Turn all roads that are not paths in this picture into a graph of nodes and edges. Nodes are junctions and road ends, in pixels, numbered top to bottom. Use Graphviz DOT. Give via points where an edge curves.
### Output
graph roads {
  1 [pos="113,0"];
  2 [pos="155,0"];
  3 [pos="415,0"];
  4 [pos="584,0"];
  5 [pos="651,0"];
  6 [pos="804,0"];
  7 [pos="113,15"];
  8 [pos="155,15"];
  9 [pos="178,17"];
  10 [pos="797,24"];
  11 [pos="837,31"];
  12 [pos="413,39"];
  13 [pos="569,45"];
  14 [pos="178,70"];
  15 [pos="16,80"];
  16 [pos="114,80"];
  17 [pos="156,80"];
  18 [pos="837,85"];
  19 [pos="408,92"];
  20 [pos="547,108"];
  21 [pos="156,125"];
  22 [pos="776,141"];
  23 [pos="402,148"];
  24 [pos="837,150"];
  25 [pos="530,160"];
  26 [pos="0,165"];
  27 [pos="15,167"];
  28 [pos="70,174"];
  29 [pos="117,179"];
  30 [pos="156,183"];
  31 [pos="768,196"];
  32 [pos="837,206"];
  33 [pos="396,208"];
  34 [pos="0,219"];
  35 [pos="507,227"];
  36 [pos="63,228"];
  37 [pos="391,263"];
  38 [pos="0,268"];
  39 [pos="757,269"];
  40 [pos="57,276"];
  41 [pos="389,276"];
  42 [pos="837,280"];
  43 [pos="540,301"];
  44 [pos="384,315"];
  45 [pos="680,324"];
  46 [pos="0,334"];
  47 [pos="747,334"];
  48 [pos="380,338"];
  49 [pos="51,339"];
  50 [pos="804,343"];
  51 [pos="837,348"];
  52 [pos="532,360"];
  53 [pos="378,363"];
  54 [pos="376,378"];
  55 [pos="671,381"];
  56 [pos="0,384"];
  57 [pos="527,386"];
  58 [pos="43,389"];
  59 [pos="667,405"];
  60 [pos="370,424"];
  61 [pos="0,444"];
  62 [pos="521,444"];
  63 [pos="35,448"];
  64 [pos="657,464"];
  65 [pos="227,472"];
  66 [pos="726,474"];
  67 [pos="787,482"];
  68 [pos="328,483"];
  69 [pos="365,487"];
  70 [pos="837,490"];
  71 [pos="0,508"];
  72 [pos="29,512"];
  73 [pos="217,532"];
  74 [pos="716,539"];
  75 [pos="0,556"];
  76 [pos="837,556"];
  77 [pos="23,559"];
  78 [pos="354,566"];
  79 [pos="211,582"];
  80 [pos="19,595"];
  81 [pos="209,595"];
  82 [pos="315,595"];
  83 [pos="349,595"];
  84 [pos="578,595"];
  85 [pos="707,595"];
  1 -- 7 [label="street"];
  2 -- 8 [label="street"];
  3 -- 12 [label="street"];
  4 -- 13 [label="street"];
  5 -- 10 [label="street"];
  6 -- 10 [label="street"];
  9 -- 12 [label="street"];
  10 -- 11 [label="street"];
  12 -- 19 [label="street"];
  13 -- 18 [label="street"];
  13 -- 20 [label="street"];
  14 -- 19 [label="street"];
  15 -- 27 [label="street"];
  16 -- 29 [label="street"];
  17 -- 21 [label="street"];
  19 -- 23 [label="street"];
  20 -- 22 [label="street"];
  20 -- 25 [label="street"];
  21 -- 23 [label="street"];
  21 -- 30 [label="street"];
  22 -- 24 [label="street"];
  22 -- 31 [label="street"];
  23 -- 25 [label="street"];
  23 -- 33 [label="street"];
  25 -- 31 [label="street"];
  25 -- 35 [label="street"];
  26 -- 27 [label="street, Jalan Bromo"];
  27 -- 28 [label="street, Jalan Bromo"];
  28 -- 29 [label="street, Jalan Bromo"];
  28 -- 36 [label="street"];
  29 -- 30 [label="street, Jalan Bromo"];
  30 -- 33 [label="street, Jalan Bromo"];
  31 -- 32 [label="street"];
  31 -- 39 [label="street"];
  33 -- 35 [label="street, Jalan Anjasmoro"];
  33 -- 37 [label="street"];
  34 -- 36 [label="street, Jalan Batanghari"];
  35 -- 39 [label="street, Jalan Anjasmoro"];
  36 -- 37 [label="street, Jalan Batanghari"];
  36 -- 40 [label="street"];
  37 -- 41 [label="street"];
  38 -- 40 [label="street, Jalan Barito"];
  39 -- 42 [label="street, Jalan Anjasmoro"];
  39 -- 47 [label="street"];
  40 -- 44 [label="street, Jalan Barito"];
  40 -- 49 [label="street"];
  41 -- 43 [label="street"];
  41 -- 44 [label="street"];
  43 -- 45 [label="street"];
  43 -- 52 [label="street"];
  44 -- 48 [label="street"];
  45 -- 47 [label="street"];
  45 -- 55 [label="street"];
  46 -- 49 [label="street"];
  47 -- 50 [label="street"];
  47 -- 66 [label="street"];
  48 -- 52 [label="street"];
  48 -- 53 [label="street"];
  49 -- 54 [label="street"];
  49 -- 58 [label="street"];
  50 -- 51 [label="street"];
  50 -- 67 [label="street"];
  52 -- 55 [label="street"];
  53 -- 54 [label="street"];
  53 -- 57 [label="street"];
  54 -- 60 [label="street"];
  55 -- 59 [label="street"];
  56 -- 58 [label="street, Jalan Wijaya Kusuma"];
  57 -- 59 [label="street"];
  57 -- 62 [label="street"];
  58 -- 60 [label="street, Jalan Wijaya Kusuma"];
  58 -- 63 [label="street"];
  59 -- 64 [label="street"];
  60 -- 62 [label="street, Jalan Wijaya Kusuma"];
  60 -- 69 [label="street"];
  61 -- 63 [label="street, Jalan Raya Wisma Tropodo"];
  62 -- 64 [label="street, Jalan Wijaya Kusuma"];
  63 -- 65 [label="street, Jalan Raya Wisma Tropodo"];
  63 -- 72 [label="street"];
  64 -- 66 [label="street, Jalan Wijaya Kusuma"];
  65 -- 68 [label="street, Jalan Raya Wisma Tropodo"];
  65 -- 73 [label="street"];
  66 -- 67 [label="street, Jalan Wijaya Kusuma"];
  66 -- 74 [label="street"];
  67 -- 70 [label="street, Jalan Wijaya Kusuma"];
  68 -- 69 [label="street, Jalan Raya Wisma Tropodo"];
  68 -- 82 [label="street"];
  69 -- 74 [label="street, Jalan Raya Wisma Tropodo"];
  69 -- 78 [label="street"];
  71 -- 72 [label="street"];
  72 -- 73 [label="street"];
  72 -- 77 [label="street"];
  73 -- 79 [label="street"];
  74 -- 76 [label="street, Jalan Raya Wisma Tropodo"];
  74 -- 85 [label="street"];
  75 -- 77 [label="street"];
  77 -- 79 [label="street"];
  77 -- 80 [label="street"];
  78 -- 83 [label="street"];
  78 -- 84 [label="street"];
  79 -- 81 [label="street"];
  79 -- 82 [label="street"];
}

========================================

(What to do) Go through the listing above and return every line where the word "Tropodo" occurs.

(Your solution)
  61 -- 63 [label="street, Jalan Raya Wisma Tropodo"];
  63 -- 65 [label="street, Jalan Raya Wisma Tropodo"];
  65 -- 68 [label="street, Jalan Raya Wisma Tropodo"];
  68 -- 69 [label="street, Jalan Raya Wisma Tropodo"];
  69 -- 74 [label="street, Jalan Raya Wisma Tropodo"];
  74 -- 76 [label="street, Jalan Raya Wisma Tropodo"];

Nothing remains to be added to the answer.